Sales figures show that more people are buying diesels than ever before.  Total diesel sales doubled in 2010.  3855 diesels were sold in January and this increased to 7604 in December.  Indeed, total sales for the year were 77,877.

Today, 13 diesel models from four carmakers, namely Audi, BMW, Mercedes-Benz, and Volkswagen, are currently sold in the United States, and that number will soon increase.

We polled readers of The Diesel Driver to learn more about the reasons behind their purchase.

The poll asked readers the question “Why did you buy a diesel?” Readers ranked Fuel Economy, Power/Torque, Reliability, Reduced Emissions, and Residual Value Higher in order of their impact on their own buying decision.

749 readers participated in this survey and the results were crystal clear: fuel economy was the number one reason cited for purchasing a diesel, following by torque and power.

Readers ranked reliability third, reduced emissions fourth, and higher residual values last.

For many readers, the two first factors were uppermost in their decision.  Parker Despain “ordered a 335d for the torque and incredible economy,” Penney Morse Winter considers her BMW to be “greener and meaner,” explaining that “425 ft/lb gets me around the semis in the mountains of Vermont.” Jim bought two diesels “because of the surprising combination of incredible torque and exceptional mileage.”

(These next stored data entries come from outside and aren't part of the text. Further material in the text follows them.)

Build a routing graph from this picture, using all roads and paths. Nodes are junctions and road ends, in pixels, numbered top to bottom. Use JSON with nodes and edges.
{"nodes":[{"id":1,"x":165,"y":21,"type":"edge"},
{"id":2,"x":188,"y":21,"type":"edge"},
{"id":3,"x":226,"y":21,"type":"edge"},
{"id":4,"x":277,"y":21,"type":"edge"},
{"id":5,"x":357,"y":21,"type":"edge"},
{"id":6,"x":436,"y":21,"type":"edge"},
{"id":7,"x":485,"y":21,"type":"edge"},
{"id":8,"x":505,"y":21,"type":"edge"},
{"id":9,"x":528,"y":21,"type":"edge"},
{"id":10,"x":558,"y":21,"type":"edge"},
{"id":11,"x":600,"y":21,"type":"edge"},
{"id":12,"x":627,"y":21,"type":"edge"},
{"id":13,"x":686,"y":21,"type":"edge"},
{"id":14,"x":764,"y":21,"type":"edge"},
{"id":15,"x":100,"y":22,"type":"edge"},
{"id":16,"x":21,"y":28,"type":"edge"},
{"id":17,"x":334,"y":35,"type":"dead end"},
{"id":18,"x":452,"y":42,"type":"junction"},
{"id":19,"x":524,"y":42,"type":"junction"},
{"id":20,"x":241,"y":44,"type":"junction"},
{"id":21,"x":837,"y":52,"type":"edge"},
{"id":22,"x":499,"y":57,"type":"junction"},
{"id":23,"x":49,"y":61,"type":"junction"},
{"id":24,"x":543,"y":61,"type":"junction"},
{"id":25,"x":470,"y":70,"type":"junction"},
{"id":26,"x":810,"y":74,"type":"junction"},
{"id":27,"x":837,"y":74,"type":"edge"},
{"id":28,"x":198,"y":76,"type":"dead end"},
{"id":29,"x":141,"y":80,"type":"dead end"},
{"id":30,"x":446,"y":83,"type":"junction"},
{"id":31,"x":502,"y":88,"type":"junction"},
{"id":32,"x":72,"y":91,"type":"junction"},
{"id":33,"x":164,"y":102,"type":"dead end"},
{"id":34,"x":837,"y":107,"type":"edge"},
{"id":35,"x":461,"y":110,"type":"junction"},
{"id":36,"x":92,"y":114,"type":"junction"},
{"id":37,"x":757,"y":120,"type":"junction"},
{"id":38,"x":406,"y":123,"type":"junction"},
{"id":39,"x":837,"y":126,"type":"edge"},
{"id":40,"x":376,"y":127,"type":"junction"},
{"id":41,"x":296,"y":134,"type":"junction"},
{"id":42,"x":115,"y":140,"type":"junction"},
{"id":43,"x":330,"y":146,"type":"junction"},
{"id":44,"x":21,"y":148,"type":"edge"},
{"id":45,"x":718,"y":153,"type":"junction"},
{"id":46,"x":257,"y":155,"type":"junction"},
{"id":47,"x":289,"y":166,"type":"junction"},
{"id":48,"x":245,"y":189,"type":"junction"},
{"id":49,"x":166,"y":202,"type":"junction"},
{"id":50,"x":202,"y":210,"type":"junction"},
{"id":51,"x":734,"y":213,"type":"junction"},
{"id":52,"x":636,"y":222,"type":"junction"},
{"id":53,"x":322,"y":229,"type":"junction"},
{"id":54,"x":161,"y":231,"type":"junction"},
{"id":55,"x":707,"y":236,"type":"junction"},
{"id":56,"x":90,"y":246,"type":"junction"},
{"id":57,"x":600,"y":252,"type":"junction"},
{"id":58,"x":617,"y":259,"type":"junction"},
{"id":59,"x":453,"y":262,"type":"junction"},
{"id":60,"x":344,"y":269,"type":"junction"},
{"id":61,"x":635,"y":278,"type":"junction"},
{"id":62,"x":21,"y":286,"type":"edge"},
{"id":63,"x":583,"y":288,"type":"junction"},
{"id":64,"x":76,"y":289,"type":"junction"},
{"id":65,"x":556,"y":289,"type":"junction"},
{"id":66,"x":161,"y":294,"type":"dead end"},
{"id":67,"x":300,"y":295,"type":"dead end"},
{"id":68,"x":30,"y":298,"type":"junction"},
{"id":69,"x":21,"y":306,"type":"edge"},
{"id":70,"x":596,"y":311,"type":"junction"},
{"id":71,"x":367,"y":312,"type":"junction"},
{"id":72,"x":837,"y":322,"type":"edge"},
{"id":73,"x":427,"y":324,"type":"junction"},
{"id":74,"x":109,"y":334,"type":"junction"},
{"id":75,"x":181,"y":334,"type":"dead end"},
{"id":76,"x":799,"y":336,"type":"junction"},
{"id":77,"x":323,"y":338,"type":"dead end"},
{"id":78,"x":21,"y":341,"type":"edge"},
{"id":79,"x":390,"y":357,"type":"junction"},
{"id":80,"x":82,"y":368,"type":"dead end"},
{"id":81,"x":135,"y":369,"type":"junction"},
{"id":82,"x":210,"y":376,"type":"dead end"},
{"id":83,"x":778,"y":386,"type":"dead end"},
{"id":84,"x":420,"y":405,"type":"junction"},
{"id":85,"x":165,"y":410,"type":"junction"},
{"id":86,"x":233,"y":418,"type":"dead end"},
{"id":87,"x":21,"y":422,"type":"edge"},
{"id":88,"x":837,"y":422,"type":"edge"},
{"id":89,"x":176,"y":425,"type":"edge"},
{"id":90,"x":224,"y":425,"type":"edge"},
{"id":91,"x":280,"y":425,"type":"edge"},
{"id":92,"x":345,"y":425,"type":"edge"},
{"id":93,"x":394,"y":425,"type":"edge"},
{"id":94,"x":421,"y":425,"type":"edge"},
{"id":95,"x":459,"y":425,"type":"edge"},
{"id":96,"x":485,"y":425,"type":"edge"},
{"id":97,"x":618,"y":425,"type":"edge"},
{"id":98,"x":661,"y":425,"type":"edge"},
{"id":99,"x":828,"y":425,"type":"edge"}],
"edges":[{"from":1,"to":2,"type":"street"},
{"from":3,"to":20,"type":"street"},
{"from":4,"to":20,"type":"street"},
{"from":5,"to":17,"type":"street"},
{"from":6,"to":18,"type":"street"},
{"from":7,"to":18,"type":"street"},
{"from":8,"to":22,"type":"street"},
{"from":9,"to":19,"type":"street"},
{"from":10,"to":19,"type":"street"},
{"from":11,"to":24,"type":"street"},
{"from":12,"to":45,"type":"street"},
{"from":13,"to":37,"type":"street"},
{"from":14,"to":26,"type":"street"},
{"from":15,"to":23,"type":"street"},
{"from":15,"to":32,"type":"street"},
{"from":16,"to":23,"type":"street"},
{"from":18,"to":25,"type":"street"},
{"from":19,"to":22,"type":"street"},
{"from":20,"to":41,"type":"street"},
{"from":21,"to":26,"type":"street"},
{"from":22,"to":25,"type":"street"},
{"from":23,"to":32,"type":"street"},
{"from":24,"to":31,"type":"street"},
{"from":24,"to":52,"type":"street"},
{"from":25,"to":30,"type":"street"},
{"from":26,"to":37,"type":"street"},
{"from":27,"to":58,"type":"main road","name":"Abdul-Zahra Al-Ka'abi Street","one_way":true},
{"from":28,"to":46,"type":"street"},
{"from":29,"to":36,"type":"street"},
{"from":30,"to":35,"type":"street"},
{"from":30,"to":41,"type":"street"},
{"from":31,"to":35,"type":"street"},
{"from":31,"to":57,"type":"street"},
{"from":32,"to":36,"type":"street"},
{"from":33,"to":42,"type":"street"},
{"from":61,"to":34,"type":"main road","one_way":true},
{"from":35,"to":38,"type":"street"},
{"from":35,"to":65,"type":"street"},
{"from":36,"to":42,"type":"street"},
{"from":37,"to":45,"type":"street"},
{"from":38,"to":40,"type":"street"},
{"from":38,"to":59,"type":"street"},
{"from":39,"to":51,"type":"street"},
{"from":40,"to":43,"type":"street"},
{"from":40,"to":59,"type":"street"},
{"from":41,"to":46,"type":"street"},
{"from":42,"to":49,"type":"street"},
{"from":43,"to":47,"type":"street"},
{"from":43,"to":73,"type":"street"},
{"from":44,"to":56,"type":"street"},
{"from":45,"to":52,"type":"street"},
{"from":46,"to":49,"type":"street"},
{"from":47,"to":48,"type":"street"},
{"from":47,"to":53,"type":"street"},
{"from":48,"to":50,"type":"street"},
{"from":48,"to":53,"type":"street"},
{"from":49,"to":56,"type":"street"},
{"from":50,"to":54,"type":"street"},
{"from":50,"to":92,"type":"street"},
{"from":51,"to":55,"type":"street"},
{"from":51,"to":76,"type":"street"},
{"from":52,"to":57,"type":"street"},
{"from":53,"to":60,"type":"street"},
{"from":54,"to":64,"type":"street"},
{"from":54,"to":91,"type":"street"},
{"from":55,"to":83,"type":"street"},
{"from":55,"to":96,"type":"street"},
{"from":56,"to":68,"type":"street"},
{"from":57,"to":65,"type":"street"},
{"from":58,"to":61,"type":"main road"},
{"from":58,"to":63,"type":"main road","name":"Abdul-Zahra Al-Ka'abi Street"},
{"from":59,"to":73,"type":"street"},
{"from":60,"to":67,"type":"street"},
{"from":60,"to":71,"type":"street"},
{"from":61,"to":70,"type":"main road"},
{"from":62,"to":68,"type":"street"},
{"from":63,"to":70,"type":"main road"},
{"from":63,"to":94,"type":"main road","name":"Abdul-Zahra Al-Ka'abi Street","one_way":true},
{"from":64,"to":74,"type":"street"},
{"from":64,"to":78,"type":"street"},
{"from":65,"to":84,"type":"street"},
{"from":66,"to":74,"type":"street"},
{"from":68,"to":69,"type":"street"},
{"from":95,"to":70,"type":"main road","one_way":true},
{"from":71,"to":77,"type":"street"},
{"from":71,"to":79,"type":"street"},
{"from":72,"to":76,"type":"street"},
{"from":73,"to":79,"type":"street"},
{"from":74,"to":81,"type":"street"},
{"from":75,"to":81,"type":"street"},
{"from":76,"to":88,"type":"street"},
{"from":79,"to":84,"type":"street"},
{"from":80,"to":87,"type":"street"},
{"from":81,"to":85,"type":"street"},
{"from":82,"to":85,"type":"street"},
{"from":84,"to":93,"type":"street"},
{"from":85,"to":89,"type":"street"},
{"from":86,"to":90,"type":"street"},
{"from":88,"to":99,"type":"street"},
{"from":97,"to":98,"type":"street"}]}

Robert Campbell told us he “bought the Jetta TDI for the great MPG!”  while Dennis purchased his Golf TDI because he “wanted the same vehicle dynamics as my Acura Integra, but with better fuel efficiency.”  He is happy with the results, citing close to 50 mpg on the highway and “upper 30s for my city commute.”

83.1% of respondents were from the U.S., 9.8% were from Canada, and the remaining 7.1% came from countries in the European Union.